- _Your instructions_: Within the listing below, how many lines contain the word "positions"? Answer with the number only.

==*==

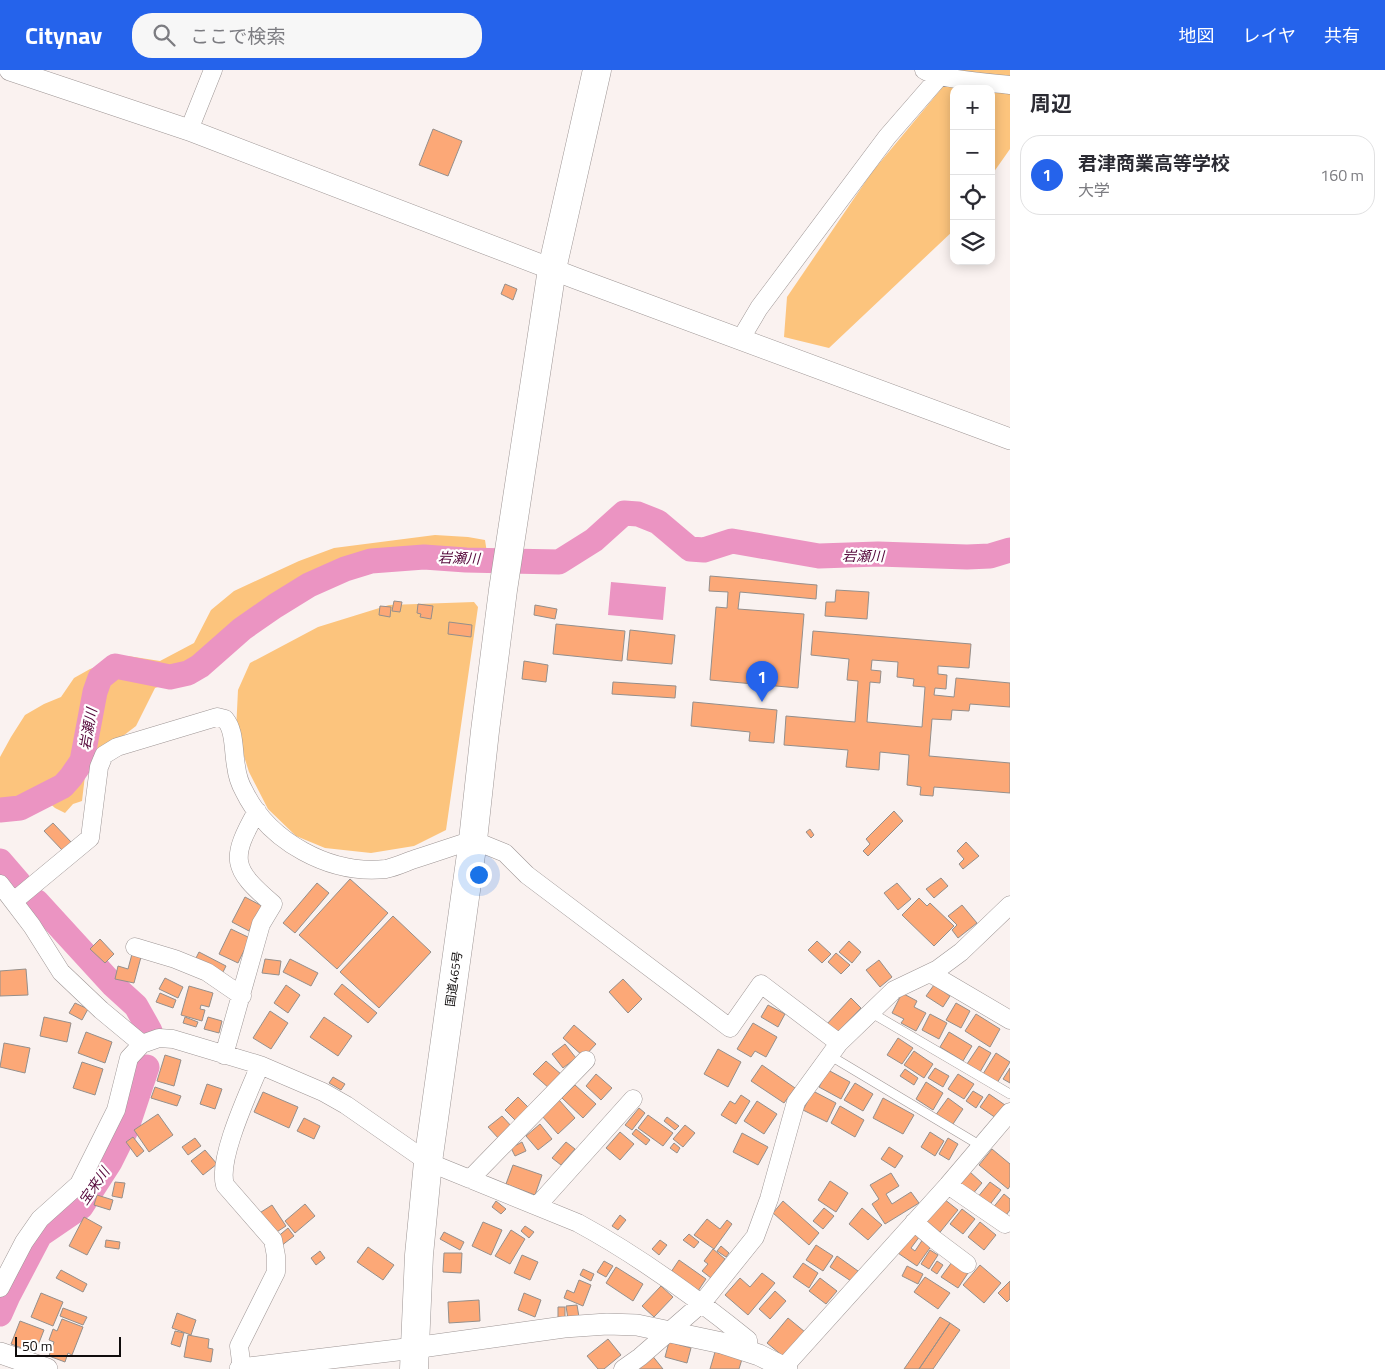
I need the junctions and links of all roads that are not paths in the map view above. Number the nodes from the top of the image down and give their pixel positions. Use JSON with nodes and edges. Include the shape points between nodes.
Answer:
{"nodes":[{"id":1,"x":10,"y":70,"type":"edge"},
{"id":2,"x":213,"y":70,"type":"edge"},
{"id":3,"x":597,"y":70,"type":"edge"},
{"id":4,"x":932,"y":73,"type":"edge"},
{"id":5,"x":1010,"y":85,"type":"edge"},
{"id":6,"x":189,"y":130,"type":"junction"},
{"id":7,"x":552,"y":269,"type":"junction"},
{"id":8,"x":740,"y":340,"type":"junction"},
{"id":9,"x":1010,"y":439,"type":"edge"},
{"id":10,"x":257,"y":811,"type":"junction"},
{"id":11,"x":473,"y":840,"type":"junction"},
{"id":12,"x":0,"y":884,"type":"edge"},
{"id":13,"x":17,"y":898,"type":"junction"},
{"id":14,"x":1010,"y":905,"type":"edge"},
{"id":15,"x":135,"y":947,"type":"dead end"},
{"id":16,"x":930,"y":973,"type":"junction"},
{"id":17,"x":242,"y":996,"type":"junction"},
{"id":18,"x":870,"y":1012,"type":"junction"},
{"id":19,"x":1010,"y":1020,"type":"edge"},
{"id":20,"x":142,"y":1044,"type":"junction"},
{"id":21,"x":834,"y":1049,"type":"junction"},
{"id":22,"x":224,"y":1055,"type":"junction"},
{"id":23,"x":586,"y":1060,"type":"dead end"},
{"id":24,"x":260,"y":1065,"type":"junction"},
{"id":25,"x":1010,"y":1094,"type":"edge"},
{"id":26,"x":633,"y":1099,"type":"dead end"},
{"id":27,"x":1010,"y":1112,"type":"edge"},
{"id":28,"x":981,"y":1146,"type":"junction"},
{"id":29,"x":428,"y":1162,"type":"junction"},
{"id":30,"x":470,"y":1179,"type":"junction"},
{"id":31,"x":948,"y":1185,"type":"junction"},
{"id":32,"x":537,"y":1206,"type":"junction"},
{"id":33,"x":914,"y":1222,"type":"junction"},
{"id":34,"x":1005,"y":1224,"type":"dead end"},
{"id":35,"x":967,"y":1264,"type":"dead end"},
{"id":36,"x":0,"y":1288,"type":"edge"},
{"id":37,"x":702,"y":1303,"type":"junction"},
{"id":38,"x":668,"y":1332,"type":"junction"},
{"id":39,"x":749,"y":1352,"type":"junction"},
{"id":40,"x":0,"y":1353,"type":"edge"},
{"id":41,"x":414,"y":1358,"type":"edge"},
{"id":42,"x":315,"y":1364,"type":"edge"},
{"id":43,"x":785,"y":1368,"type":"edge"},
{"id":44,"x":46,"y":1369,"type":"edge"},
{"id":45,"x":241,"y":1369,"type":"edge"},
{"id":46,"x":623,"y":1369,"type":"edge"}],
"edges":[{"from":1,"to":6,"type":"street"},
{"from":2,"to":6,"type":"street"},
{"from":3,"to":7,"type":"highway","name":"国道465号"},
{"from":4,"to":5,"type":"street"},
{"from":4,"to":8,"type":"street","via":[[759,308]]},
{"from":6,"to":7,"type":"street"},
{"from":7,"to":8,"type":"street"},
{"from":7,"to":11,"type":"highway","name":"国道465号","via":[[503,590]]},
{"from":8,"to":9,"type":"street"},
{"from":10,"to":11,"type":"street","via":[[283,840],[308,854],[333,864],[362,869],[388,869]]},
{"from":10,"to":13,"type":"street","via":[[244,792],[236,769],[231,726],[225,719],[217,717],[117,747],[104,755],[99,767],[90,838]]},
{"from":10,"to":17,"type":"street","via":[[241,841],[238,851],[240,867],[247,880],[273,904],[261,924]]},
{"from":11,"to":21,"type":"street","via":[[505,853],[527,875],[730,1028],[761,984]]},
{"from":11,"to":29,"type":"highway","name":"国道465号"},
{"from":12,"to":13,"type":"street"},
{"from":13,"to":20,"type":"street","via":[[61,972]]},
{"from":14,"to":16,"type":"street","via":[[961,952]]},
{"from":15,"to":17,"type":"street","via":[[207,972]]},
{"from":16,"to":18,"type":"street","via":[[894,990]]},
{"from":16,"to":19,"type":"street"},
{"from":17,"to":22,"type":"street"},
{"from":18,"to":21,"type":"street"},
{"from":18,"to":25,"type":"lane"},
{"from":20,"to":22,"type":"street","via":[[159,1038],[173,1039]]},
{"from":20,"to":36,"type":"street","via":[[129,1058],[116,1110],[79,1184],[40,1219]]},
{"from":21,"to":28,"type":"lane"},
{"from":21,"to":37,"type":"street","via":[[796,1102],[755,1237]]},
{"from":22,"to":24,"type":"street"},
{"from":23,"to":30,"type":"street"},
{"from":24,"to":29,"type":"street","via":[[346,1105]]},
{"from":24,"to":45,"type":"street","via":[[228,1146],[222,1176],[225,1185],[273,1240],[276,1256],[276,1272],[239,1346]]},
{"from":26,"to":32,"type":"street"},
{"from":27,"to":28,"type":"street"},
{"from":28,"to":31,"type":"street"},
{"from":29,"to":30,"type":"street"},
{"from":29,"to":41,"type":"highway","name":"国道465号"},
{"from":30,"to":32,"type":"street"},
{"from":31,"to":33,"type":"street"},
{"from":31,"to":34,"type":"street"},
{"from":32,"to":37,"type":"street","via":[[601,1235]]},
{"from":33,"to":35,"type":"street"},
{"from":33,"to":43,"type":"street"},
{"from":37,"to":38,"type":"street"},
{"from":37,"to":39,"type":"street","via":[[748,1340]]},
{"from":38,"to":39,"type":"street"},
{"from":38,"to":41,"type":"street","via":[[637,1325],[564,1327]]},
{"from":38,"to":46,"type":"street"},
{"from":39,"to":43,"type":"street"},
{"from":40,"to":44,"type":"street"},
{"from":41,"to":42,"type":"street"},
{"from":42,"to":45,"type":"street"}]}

==*==

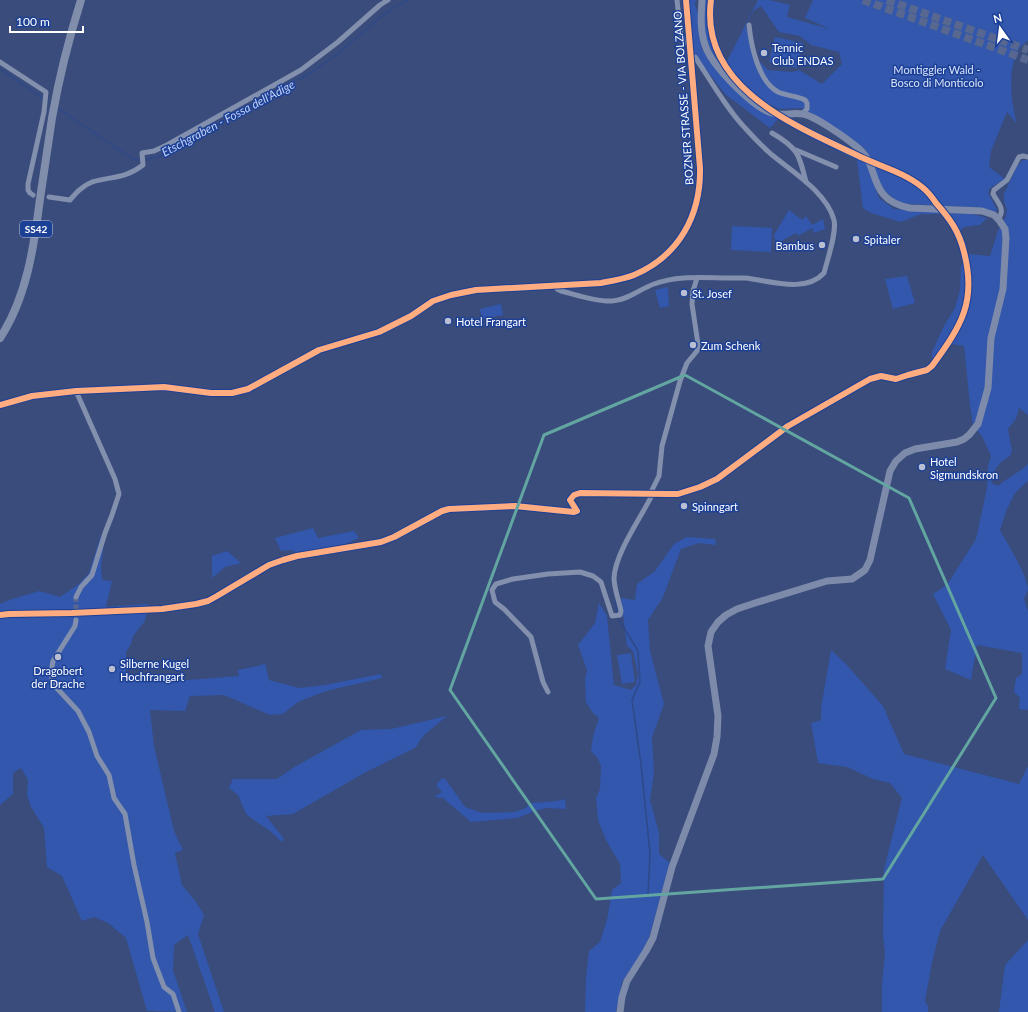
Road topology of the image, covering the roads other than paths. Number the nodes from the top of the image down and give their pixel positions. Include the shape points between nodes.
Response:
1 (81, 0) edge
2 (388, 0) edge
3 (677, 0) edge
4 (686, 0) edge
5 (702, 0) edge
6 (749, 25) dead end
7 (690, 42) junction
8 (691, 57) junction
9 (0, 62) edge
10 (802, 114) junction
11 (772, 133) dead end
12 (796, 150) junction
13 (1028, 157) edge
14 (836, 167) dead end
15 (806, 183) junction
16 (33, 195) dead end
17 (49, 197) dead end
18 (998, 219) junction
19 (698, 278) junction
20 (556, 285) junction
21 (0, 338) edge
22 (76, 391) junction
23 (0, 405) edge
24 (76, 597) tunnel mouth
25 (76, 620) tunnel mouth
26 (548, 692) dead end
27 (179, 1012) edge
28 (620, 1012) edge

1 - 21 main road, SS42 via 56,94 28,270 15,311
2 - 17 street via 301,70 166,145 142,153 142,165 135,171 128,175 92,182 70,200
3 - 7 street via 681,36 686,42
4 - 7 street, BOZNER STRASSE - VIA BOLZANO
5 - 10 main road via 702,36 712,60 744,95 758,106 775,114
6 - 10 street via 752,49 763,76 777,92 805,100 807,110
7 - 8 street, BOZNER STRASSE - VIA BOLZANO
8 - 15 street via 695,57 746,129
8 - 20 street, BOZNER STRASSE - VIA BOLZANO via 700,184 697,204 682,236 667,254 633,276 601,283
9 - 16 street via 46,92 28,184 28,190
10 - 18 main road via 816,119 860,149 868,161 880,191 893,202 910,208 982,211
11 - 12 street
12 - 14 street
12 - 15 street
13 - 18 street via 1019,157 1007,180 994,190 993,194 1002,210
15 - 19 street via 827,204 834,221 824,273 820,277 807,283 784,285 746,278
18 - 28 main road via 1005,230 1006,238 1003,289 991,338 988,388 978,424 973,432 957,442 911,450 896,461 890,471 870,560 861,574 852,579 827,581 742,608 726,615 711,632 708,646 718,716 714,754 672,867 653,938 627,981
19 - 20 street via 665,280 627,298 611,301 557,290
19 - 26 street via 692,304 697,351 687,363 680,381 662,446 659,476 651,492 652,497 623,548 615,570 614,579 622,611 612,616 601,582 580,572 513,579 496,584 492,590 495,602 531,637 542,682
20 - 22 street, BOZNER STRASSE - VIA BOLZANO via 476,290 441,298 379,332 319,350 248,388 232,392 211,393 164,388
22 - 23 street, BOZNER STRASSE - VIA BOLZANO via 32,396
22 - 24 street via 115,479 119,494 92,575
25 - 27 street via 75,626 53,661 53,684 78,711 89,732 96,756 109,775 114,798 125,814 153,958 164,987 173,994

==*==

- _Result of the task_: 2